Sergio Ruiz Alonso (born 16 December 1994) is a Spanish professional footballer who plays for Granada CF. Mainly a central midfielder, he can also play as a right back.

Club career
Born in El Astillero, Cantabria, Ruiz represented CD Arenas de Trajanas, CA Perines and CD Laredo as a youth. In 2013, after finishing his formation, he joined Tercera División side CD Pontejos, and made his debut for the club during the campaign.

Ruiz subsequently represented fellow fourth division sides SD Atlético Albericia and Racing de Santander B before being promoted to the latter's first team for the 2016–17 season, in Segunda División B.

On 17 January 2019, Ruiz extended his contract with the Verdiblancos until 2022. He contributed with six goals in 34 appearances in 2018–19, as his side returned to Segunda División after a four-year absence.

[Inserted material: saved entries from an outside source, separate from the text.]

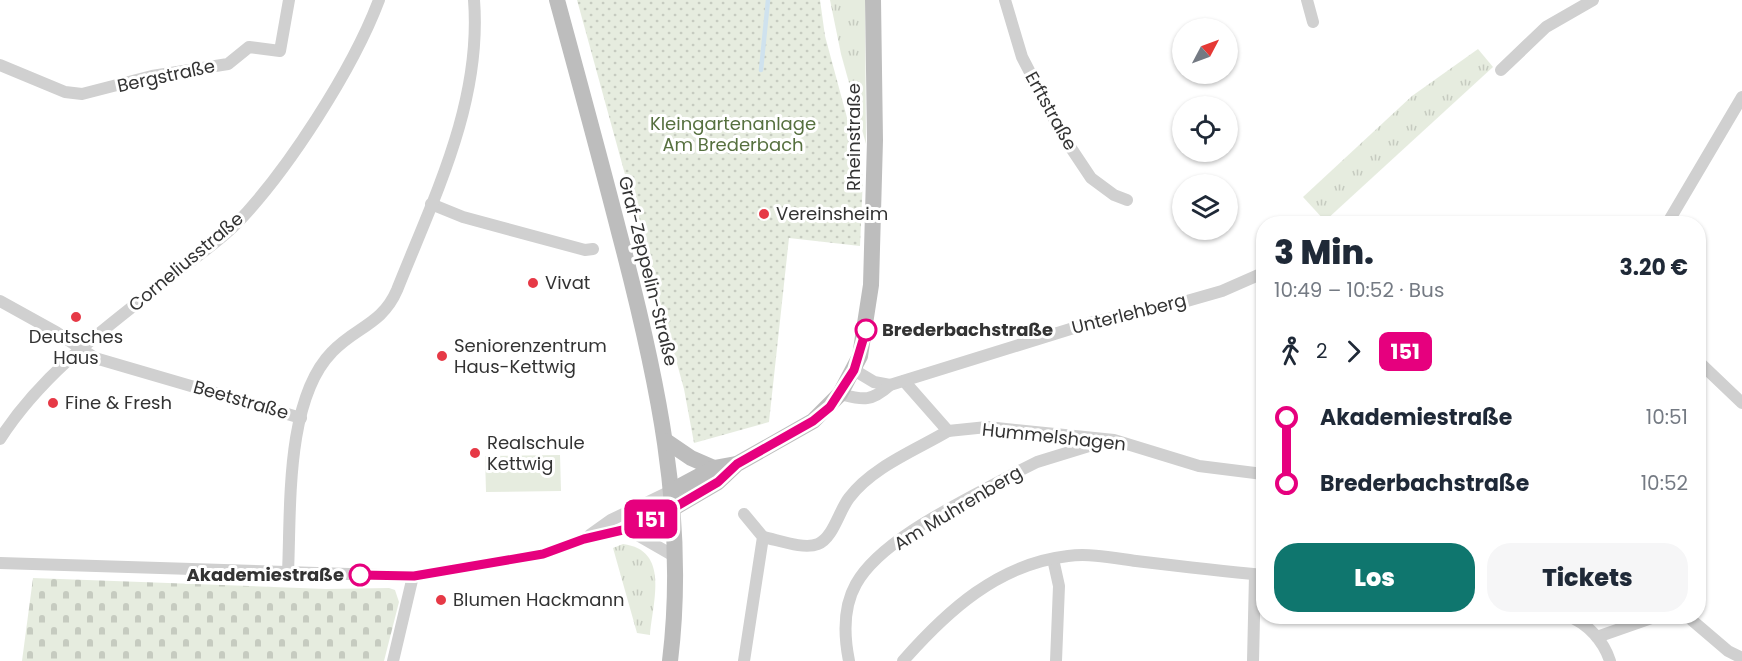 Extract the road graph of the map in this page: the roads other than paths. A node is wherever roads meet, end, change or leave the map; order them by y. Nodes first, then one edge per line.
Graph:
1 (289, 0) edge
2 (380, 0) edge
3 (474, 0) edge
4 (557, 0) edge
5 (873, 0) edge
6 (1005, 0) edge
7 (1307, 0) edge
8 (1593, 0) edge
9 (1313, 22) dead end
10 (1, 69) edge
11 (1501, 70) dead end
12 (1742, 97) edge
13 (1127, 200) dead end
14 (431, 204) junction
15 (1672, 216) edge
16 (594, 249) dead end
17 (1256, 276) edge
18 (0, 301) edge
19 (80, 348) junction
20 (1706, 369) edge
21 (854, 370) junction
22 (904, 381) junction
23 (890, 385) junction
24 (840, 394) junction
25 (1742, 403) edge
26 (300, 418) junction
27 (948, 431) junction
28 (0, 439) edge
29 (1114, 440) junction
30 (666, 441) junction
31 (737, 464) junction
32 (714, 468) junction
33 (1256, 473) edge
34 (671, 491) junction
35 (672, 509) junction
36 (744, 514) dead end
37 (627, 529) junction
38 (763, 537) junction
39 (584, 539) junction
40 (674, 556) junction
41 (1053, 559) junction
42 (0, 563) edge
43 (288, 573) junction
44 (1256, 575) edge
45 (414, 576) junction
46 (1256, 618) edge
47 (1582, 624) edge
48 (1634, 624) edge
49 (1696, 624) edge
50 (1597, 637) junction
51 (1742, 658) edge
52 (393, 661) edge
53 (669, 661) edge
54 (744, 661) edge
55 (849, 661) edge
56 (903, 661) edge
57 (1056, 661) edge
58 (1253, 661) edge
59 (1610, 661) edge

1 - 10 street, Bergstraße
2 - 19 street, Corneliusstraße
3 - 14 street
4 - 30 street, Graf-Zeppelin-Straße
5 - 21 street, Rheinstraße
6 - 13 street, Erftstraße
7 - 9 street
8 - 11 street
12 - 15 street
14 - 16 street
14 - 26 street
17 - 22 street, Unterlehberg
18 - 19 street, Beetstraße
19 - 26 street, Beetstraße
19 - 28 street, Corneliusstraße
20 - 25 street
21 - 23 street
21 - 24 street, Rheinstraße
22 - 23 street, Unterlehberg
22 - 27 street
23 - 24 street, Unterlehberg
24 - 31 street, Rheinstraße
26 - 43 street
27 - 29 street, Hummelshagen
27 - 38 street, Hummelshagen
29 - 33 street, Hummelshagen
29 - 55 street, Am Muhrenberg
30 - 32 street
30 - 34 street, Graf-Zeppelin-Straße
31 - 32 street, Rheinstraße
31 - 35 street, Rheinstraße
32 - 34 street, Rheinstraße
34 - 35 street, Graf-Zeppelin-Straße
34 - 39 street
35 - 37 street
35 - 40 street, Graf-Zeppelin-Straße
36 - 38 street
37 - 39 street
37 - 40 street
38 - 54 street
39 - 45 street
40 - 53 street, Graf-Zeppelin-Straße
41 - 44 street
41 - 56 street
41 - 57 street
42 - 43 street
43 - 45 street
45 - 52 street
46 - 58 street
47 - 50 street
48 - 50 street
49 - 51 street
50 - 59 street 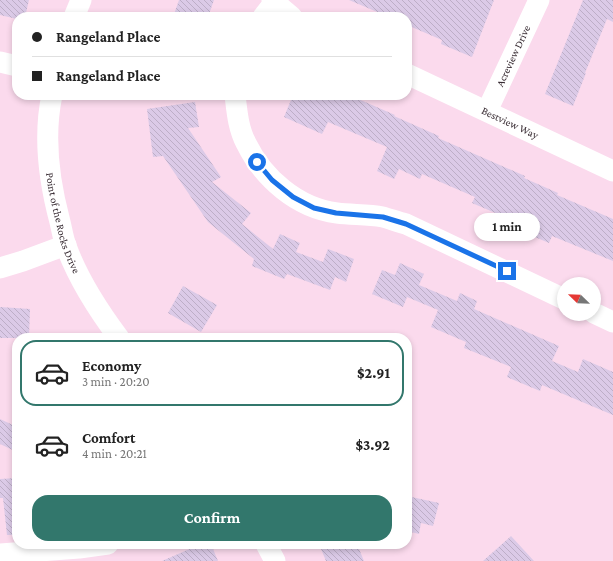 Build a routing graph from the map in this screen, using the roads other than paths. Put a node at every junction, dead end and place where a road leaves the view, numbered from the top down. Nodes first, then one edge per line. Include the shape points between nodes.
1 (81, 0) edge
2 (539, 0) edge
3 (271, 5) edge
4 (76, 12) edge
5 (283, 12) edge
6 (0, 62) edge
7 (12, 65) edge
8 (412, 76) edge
9 (51, 100) edge
10 (236, 100) edge
11 (487, 111) junction
12 (613, 171) edge
13 (66, 245) junction
14 (0, 268) edge
15 (557, 296) edge
16 (601, 316) edge
17 (613, 322) edge
18 (115, 333) edge
19 (66, 549) edge
20 (269, 549) edge
21 (0, 554) edge
22 (275, 561) edge

1 - 4 street
2 - 11 street, Acreview Drive
3 - 5 street
6 - 7 street
8 - 11 street, Bestview Way
9 - 13 street, Point of the Rocks Drive via 48,128 51,182
10 - 15 street via 245,142 272,180 293,197 314,208 336,213 383,217 406,224
11 - 12 street, Bestview Way
13 - 14 street
13 - 18 street, Point of the Rocks Drive via 95,304
16 - 17 street
19 - 21 street
20 - 22 street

Ruiz made his professional debut on 17 August 2019, coming on as a late substitute for Álvaro Cejudo in a 0–1 home loss against Málaga CF.

On 8 July 2020, it was announced that Ruiz became the first ever signing for Charlotte FC ahead of their inaugural season in MLS in 2022. On 3 September, he joined second division side UD Las Palmas on an 18-month loan.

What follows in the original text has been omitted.